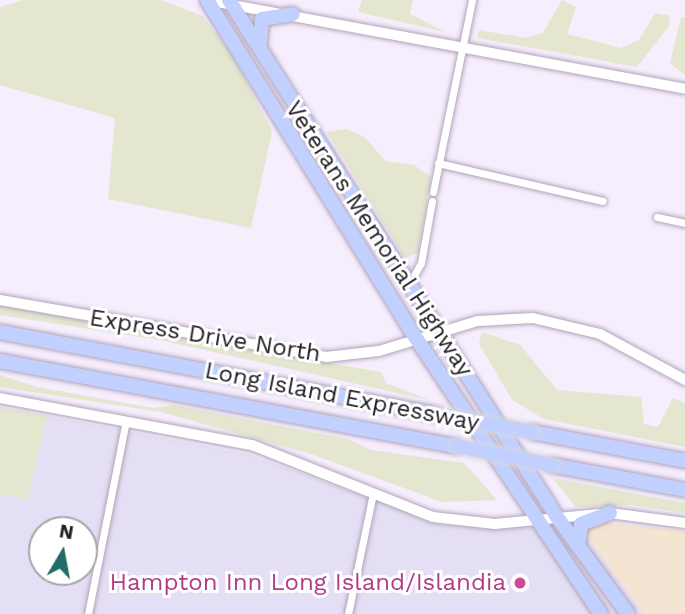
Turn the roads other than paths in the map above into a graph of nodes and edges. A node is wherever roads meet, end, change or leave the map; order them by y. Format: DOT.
graph roads {
  1 [pos="207,0"];
  2 [pos="472,0"];
  3 [pos="231,3"];
  4 [pos="293,14"];
  5 [pos="462,48"];
  6 [pos="282,88"];
  7 [pos="685,89"];
  8 [pos="438,163"];
  9 [pos="603,201"];
  10 [pos="657,217"];
  11 [pos="685,223"];
  12 [pos="410,282"];
  13 [pos="0,300"];
  14 [pos="439,331"];
  15 [pos="0,332"];
  16 [pos="416,338"];
  17 [pos="0,361"];
  18 [pos="685,380"];
  19 [pos="0,398"];
  20 [pos="126,421"];
  21 [pos="685,461"];
  22 [pos="685,490"];
  23 [pos="373,493"];
  24 [pos="610,513"];
  25 [pos="557,517"];
  26 [pos="535,521"];
  27 [pos="685,523"];
  28 [pos="578,546"];
  29 [pos="88,614"];
  30 [pos="348,614"];
  31 [pos="601,614"];
  32 [pos="628,614"];
  1 -- 3 [label="main road"];
  1 -- 16 [label="highway, Veterans Memorial Highway"];
  2 -- 5 [label="street"];
  3 -- 4 [label="main road"];
  3 -- 6 [label="highway, Veterans Memorial Highway"];
  4 -- 5 [label="main road"];
  4 -- 6 [label="highway"];
  5 -- 7 [label="main road"];
  5 -- 8 [label="street"];
  6 -- 12 [label="highway, Veterans Memorial Highway"];
  8 -- 9 [label="street"];
  8 -- 12 [label="street"];
  10 -- 11 [label="street"];
  12 -- 14 [label="highway, Veterans Memorial Highway"];
  13 -- 16 [label="main road, Express Drive North"];
  14 -- 16 [label="main road, Express Drive North"];
  14 -- 18 [label="main road, Express Drive North"];
  14 -- 25 [label="highway, Veterans Memorial Highway"];
  15 -- 21 [label="highway, Long Island Expressway, bridge"];
  16 -- 26 [label="highway, Veterans Memorial Highway"];
  17 -- 22 [label="highway, Long Island Expressway, bridge"];
  19 -- 20 [label="main road"];
  20 -- 23 [label="main road"];
  20 -- 29 [label="street"];
  23 -- 26 [label="main road"];
  23 -- 30 [label="street"];
  24 -- 25 [label="main road"];
  24 -- 27 [label="main road"];
  24 -- 28 [label="highway"];
  25 -- 26 [label="main road"];
  25 -- 28 [label="highway, Veterans Memorial Highway"];
  26 -- 31 [label="highway, Veterans Memorial Highway"];
  28 -- 32 [label="highway, Veterans Memorial Highway"];
}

# # #

» **Try it**:
With the pictures removed, output the listing above exactly.

» **Written answer**:
Turn the roads other than paths in the map above into a graph of nodes and edges. A node is wherever roads meet, end, change or leave the map; order them by y. Format: DOT.
graph roads {
  1 [pos="207,0"];
  2 [pos="472,0"];
  3 [pos="231,3"];
  4 [pos="293,14"];
  5 [pos="462,48"];
  6 [pos="282,88"];
  7 [pos="685,89"];
  8 [pos="438,163"];
  9 [pos="603,201"];
  10 [pos="657,217"];
  11 [pos="685,223"];
  12 [pos="410,282"];
  13 [pos="0,300"];
  14 [pos="439,331"];
  15 [pos="0,332"];
  16 [pos="416,338"];
  17 [pos="0,361"];
  18 [pos="685,380"];
  19 [pos="0,398"];
  20 [pos="126,421"];
  21 [pos="685,461"];
  22 [pos="685,490"];
  23 [pos="373,493"];
  24 [pos="610,513"];
  25 [pos="557,517"];
  26 [pos="535,521"];
  27 [pos="685,523"];
  28 [pos="578,546"];
  29 [pos="88,614"];
  30 [pos="348,614"];
  31 [pos="601,614"];
  32 [pos="628,614"];
  1 -- 3 [label="main road"];
  1 -- 16 [label="highway, Veterans Memorial Highway"];
  2 -- 5 [label="street"];
  3 -- 4 [label="main road"];
  3 -- 6 [label="highway, Veterans Memorial Highway"];
  4 -- 5 [label="main road"];
  4 -- 6 [label="highway"];
  5 -- 7 [label="main road"];
  5 -- 8 [label="street"];
  6 -- 12 [label="highway, Veterans Memorial Highway"];
  8 -- 9 [label="street"];
  8 -- 12 [label="street"];
  10 -- 11 [label="street"];
  12 -- 14 [label="highway, Veterans Memorial Highway"];
  13 -- 16 [label="main road, Express Drive North"];
  14 -- 16 [label="main road, Express Drive North"];
  14 -- 18 [label="main road, Express Drive North"];
  14 -- 25 [label="highway, Veterans Memorial Highway"];
  15 -- 21 [label="highway, Long Island Expressway, bridge"];
  16 -- 26 [label="highway, Veterans Memorial Highway"];
  17 -- 22 [label="highway, Long Island Expressway, bridge"];
  19 -- 20 [label="main road"];
  20 -- 23 [label="main road"];
  20 -- 29 [label="street"];
  23 -- 26 [label="main road"];
  23 -- 30 [label="street"];
  24 -- 25 [label="main road"];
  24 -- 27 [label="main road"];
  24 -- 28 [label="highway"];
  25 -- 26 [label="main road"];
  25 -- 28 [label="highway, Veterans Memorial Highway"];
  26 -- 31 [label="highway, Veterans Memorial Highway"];
  28 -- 32 [label="highway, Veterans Memorial Highway"];
}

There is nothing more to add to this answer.